Şimdi dünyada milyonlarca kişi bu haliyle hristiyanlığa saf ve temiz bir şekilde inanıyor. Şimdi inananlar yalancı değil, onlar sadece buna inandırılımış nesiller. Aslına bakarsanız konu hristiyanlıkda değil. Bu sadece küçük bir örnek.

Bir kuşak önce söylenen büyük bir yalan bir kuşak sonra gerçek olarak filizleniyor. İnsanlar çıkarcı, düzenbaz ve inançsızlaştıkça gözlerinin içine içine ışık tutan bütün doğruları ve güzellikleri yüceltip erişilmez kılmak istiyor. Bunun nedeni güzeli ve doğruyu yapılması gereken doğal olarak beklenen bir davranış olmaktan çıkarıp yalnızca çok yüksek ahlak ve irade ile insan üstü bir hale sokmak. Bu sayede kimse ondan bunları yapmasını istemeyecek ve onu normal bir insan olarak benimseyecek. Şimdi aşkı, sevgiyi ve ona benzer bütün güzellikleri övmeyi ve yüceltmeyi öğrenmiş ve buna safça inanmış bilmem kaçıcnı nesil olarak; Aşkı, sevgiyi, saygıyı vs. hepsini olması gerektği gibi taşıyan bir insan gördüğümüzde onuda yüceltiyor ve övüyoruz. O farklı, o mükemmel, bu ona Tanrının bir lütfu! Laf!

Bütün insanlar olarak kutsal kitaplardaki gerçeklerede sırtımızı dönmüş bir vaziyette kendi yazısız kitabımızı oluşturuyoruz nesillerdir. Bizden beklenen herşeyi yüceltiyor ve uzaklaştırıyoruz, çocuğundan ilaç saklayan anneler gibi en yükseğe kaldırıyoruz onları. Kutsal kitap birliğe beraberliğe davet ederken bizim kitabımız kendine çalışmanın faydalarını anlatıyor.Kitabımızda haram olan şeylerde Kutsal kitaptakinden az. Biz bunlara inanıyoruz! Saf ve temiz olarak! Suçumuz yok. Bu nesiller önce yazılmış bir masal ve artık hayatımız bu masal.
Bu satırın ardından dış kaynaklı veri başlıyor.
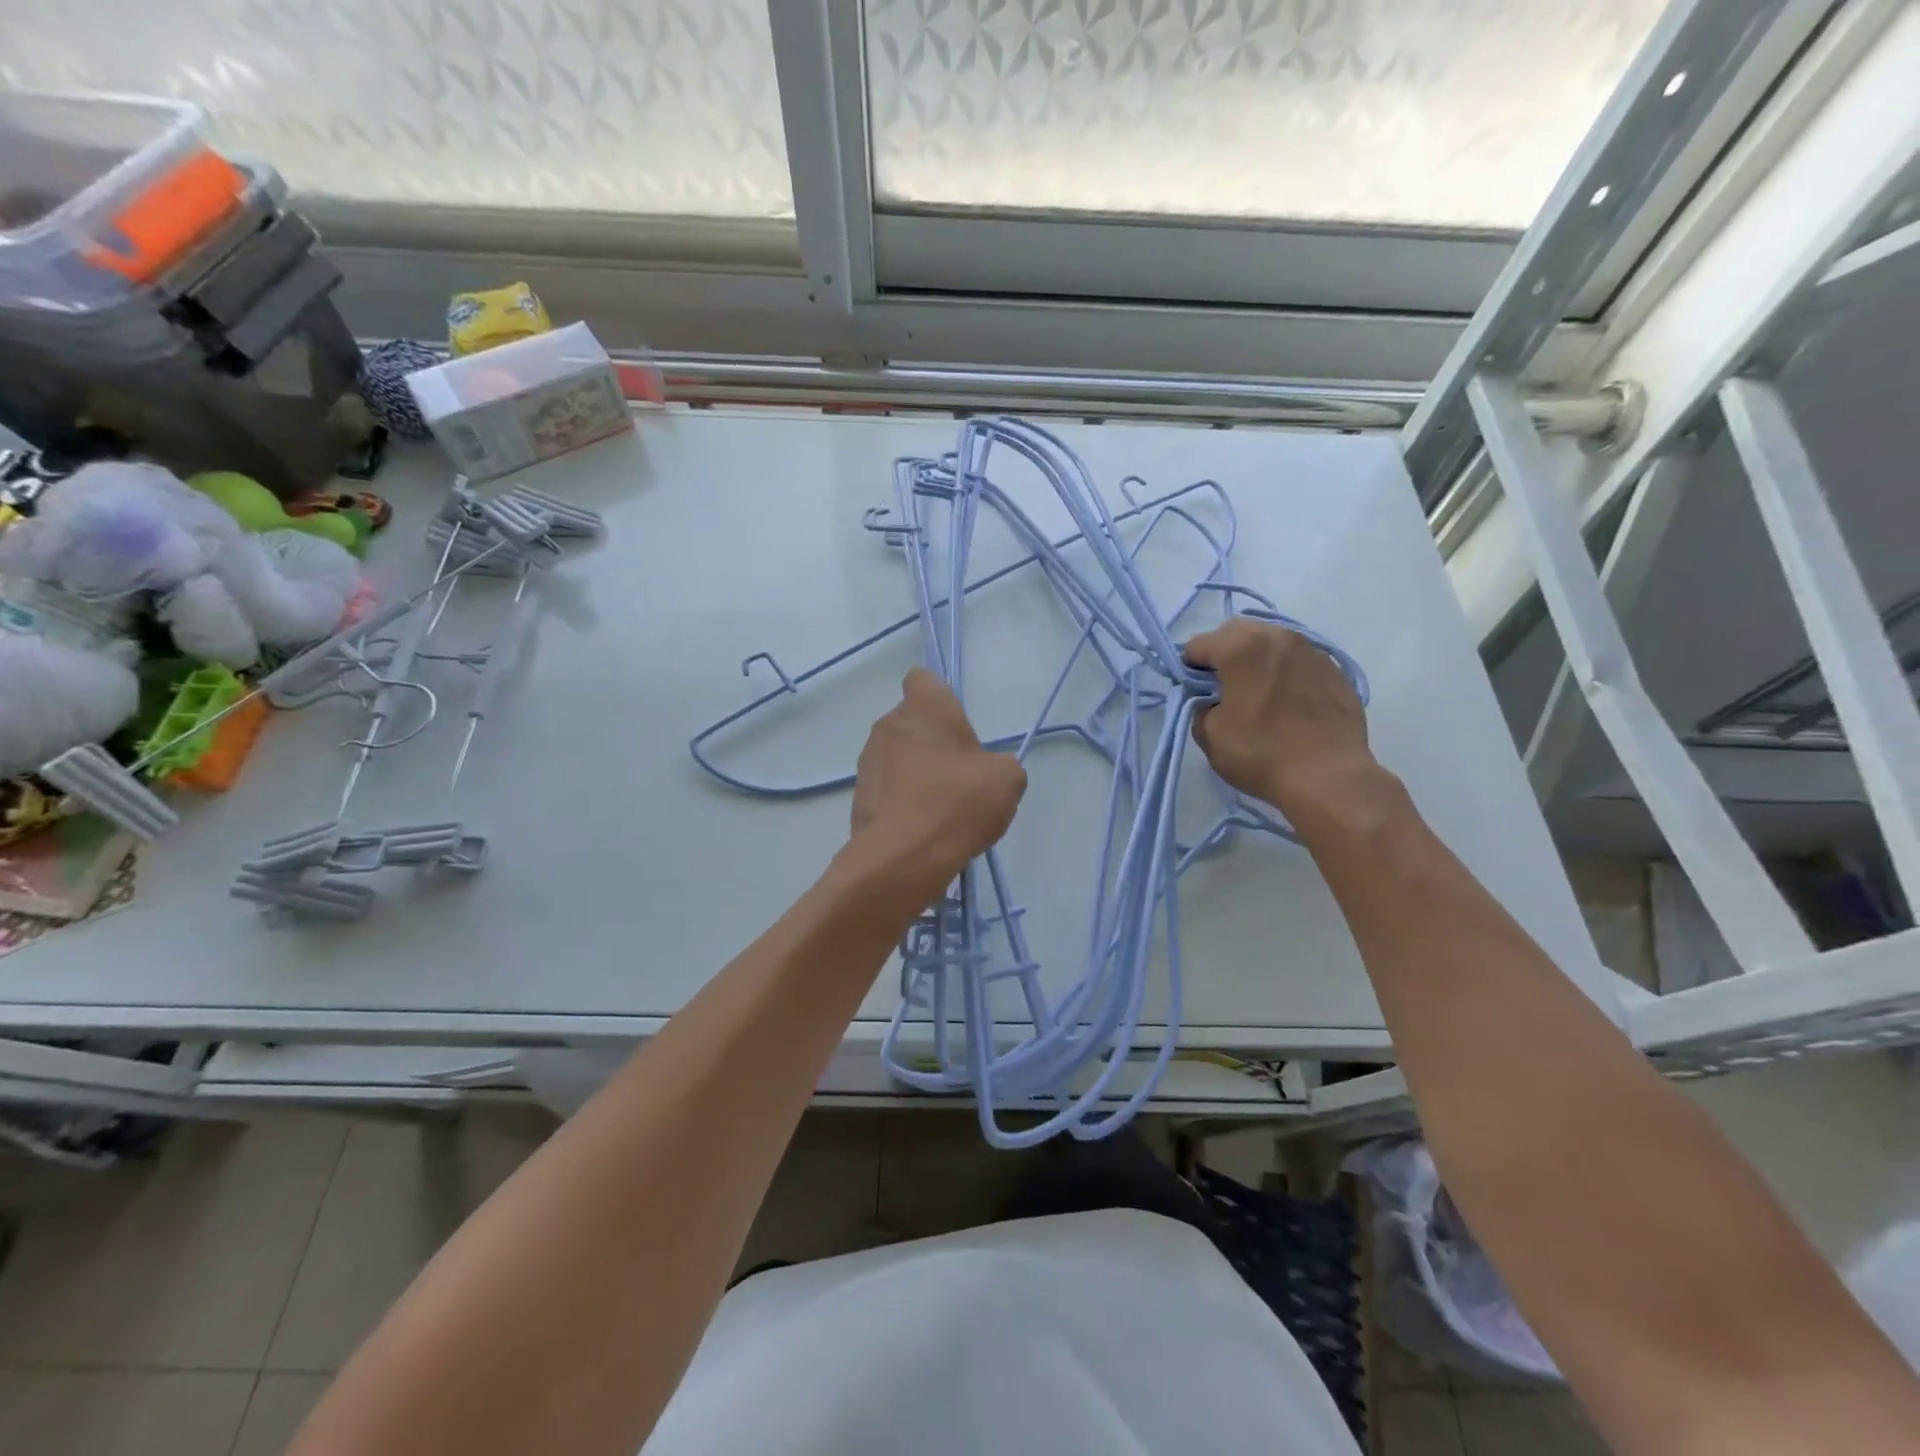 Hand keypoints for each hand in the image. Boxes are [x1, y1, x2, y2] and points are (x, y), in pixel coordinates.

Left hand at [845, 669, 1026, 895]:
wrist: (903, 857)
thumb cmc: (958, 803)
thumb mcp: (1006, 780)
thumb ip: (1000, 765)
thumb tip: (987, 771)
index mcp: (924, 708)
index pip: (923, 679)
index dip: (941, 698)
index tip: (958, 725)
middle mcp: (889, 725)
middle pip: (912, 721)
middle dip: (933, 741)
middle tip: (960, 773)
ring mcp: (869, 761)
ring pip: (898, 755)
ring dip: (917, 771)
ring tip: (942, 807)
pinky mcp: (859, 795)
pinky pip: (887, 787)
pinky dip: (903, 799)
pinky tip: (924, 827)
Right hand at [1185, 618, 1382, 836]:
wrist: (1329, 776)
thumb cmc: (1261, 754)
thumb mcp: (1210, 736)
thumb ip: (1200, 708)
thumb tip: (1208, 700)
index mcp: (1242, 649)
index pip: (1199, 645)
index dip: (1188, 667)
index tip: (1192, 690)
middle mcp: (1278, 638)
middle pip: (1237, 631)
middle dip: (1222, 651)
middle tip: (1221, 685)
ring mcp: (1312, 651)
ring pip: (1272, 640)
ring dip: (1256, 657)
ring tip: (1257, 690)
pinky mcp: (1335, 670)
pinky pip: (1299, 659)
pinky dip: (1285, 670)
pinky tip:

Yalanları yalandan lanetleyip yalanlarla hayatımza katmakta ustalaştık. Artık neyin doğru neyin yanlış olduğunu kestirmek okadar zor ki. Birileri birşeyleri yoketmeye çalışıyor, vicdanın el vermiyor dur diyorsun. Bakıyorsin ki karşında milyonca insan, yoksa bende mi bir hata var diye düşünüyorsun. Birileri ucuz fahişelerin ucuz jigololarla yaptığı bir hafta on günlük maceraları "Aşk" diye dayatıyor, birileri atalarına küfretmeni istiyor ve bunu "çağdaşlaşma" olarak yutturmaya çalışıyor, birileri ölme ve öldürme yetkisini "Alalh için" devralıyor Azrailden... Dünyada artık yazısız bir kitabın ayetleri fısıldanıyor nesilden nesile. Kimin doğru kimin yanlış olduğunu kestirmek, çıkarlara bulanmış yorumlara yapışıp kalmadan kutsal kitabı dorğu anlayabilmek artık daha da zorlaşacak.

İnsanın tek sığınacağı yer "Allahın Evi" camilersanıyorsunuz, değil. Tek adres Kalpleri. İftar için kandillere bakıyorsunuz ya bu Ramazan; birde kalbinizdeki o evde bir mum yakmak için bütün dünyayı karşınıza alma pahasna iftahar edeceğiniz birşey yapın.